Let’s be careful that we don’t fall into the trap by producing poor answers, for then we might convince ourselves that it isn’t too serious if we fail to practice this, after all. 

It might be suggested that we should obey parents because that is the least we can do for all the things they have done for us. Parents do a great deal for their children; it might be argued that children and especially young people at least show appreciation for this by doing what they require. It might even be added that some young people would be better off if they would obey their parents. Disobedience strains the relationship between parents and children; if they would obey, they would have things going their way. Sometimes we stress the need for family harmony: each member must do their part if we are going to have peace at home. All these are true to a certain extent, but do not afford the deepest reason why children should obey their parents. 

And what is that? “For this is right before God.” Thus in a brief and pointed way, Scripture tells young people why. God requires this, and if we love God, we will honor and obey our parents. This is the great test and proof of young people’s love for God. Do you love your parents? Do you show this love for them by honoring them and obeying them? 

Another reason, “This is the first commandment with promise.” This also follows from the above; if we are right with God we may expect His blessing. True, this is typical Old Testament language. Added to the fifth commandment it is, “That thy days may be long in the land that the Lord thy God giveth thee.” Also in Ps. 55:23, “Bloody and deceitful men shall not live out half their days.” Or in Prov. 10:27, “The fear of the Lord prolongeth days.” The application is obvious. During Old Testament times those who kept God’s law might expect His favor upon them to be demonstrated in a physical and material way. Today the typical factor is done away with, but the spiritual principle is the same; those young people who obey this Word of’ God and honor and obey parents may expect God’s blessing to rest upon them. 

How will this be expressed? 

Look at it negatively first. Disobeying parents is listed amongst those sins that demonstrate depravity, Rom. 1:24-30. We are warned that it will increase as the end of the world comes upon us and man will make himself worthy of God’s judgment, II Tim. 3:1. The curse of the Lord rests upon those who refuse to honor and obey parents. Just look about you: young rebels causing trouble in the schools, rioting in the street, rebellion in the church, broken families, divorce, open lawlessness in every sphere. This doesn’t just happen. This is God’s judgment upon a generation of young people who break God’s law and do not honor and obey their parents for God’s sake. 

Conversely, how beautiful is the life of someone who has learned to keep the fifth commandment in the sphere of the home. Such young people contribute to the joy of the home; it becomes a testimony to the world that only God’s covenant of grace produces such a citadel of strength in a changing world. These kind of children know their place in school. They become good citizens and obey those in authority.

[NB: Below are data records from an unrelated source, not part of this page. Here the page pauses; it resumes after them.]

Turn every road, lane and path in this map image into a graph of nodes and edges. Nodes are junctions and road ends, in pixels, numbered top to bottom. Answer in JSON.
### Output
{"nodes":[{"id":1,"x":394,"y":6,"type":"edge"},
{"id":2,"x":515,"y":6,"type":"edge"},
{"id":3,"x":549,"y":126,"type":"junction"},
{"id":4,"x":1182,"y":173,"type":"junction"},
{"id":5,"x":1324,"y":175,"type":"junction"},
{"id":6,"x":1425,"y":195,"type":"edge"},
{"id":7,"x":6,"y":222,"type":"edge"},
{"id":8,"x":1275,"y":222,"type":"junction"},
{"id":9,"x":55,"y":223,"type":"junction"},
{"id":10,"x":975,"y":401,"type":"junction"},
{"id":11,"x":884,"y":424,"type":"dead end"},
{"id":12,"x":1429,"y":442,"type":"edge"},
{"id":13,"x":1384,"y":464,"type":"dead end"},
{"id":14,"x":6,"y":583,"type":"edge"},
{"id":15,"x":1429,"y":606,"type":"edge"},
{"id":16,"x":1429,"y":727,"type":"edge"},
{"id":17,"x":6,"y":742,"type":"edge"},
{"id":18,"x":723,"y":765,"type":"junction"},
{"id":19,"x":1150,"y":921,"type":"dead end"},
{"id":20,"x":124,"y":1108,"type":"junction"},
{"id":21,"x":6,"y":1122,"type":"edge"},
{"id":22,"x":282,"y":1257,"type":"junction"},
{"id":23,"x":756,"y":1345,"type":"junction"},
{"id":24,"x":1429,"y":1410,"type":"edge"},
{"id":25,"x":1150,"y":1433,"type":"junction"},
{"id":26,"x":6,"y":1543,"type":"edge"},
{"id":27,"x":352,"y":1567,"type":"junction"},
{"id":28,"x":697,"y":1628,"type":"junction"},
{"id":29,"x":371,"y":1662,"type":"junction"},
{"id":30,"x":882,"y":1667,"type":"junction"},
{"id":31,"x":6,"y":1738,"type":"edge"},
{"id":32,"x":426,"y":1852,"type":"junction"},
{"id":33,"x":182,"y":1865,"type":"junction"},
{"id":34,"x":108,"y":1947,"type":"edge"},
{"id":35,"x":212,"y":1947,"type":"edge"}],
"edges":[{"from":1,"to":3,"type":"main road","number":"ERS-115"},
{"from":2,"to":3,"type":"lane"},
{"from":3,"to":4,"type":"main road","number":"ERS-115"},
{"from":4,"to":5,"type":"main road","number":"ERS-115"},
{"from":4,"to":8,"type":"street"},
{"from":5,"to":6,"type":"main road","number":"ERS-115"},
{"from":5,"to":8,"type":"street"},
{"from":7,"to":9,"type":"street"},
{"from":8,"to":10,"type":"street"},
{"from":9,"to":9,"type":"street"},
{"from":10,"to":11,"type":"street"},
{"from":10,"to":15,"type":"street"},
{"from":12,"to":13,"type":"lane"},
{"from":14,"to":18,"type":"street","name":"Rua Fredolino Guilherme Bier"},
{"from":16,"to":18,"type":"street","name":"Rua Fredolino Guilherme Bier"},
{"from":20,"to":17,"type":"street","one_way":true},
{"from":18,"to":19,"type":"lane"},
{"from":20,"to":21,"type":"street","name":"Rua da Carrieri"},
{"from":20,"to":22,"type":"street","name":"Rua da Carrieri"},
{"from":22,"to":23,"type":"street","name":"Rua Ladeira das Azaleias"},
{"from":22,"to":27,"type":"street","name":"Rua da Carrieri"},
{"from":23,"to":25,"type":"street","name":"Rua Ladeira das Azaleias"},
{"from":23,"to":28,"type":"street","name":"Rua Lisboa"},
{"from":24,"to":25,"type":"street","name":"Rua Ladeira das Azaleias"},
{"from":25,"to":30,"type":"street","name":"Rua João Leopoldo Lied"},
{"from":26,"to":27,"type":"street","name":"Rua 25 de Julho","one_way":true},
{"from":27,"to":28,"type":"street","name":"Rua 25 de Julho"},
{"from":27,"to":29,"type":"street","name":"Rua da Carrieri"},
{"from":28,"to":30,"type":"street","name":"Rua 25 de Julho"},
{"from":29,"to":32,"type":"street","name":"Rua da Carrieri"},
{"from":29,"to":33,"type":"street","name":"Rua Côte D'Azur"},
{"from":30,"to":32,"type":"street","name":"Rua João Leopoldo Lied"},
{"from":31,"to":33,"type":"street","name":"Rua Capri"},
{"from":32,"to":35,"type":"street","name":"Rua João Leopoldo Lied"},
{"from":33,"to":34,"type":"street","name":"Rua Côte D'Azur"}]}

The church is to them of great value, for it is the source of their spiritual nourishment that brings them into closer fellowship with God. 

This also doesn’t just happen. This is God’s blessing upon covenant young people who by God’s grace honor and obey their parents. 

To be sure, this doesn’t come naturally. 

The Word of God seems to deny us what we like and what seems the easy way. Remember that the easy way leads to destruction. 

Covenant young people are special, made such by God. 

He has a secret which He shares with you, “Honor and obey your parents.” It makes all the difference. The praise is God’s alone.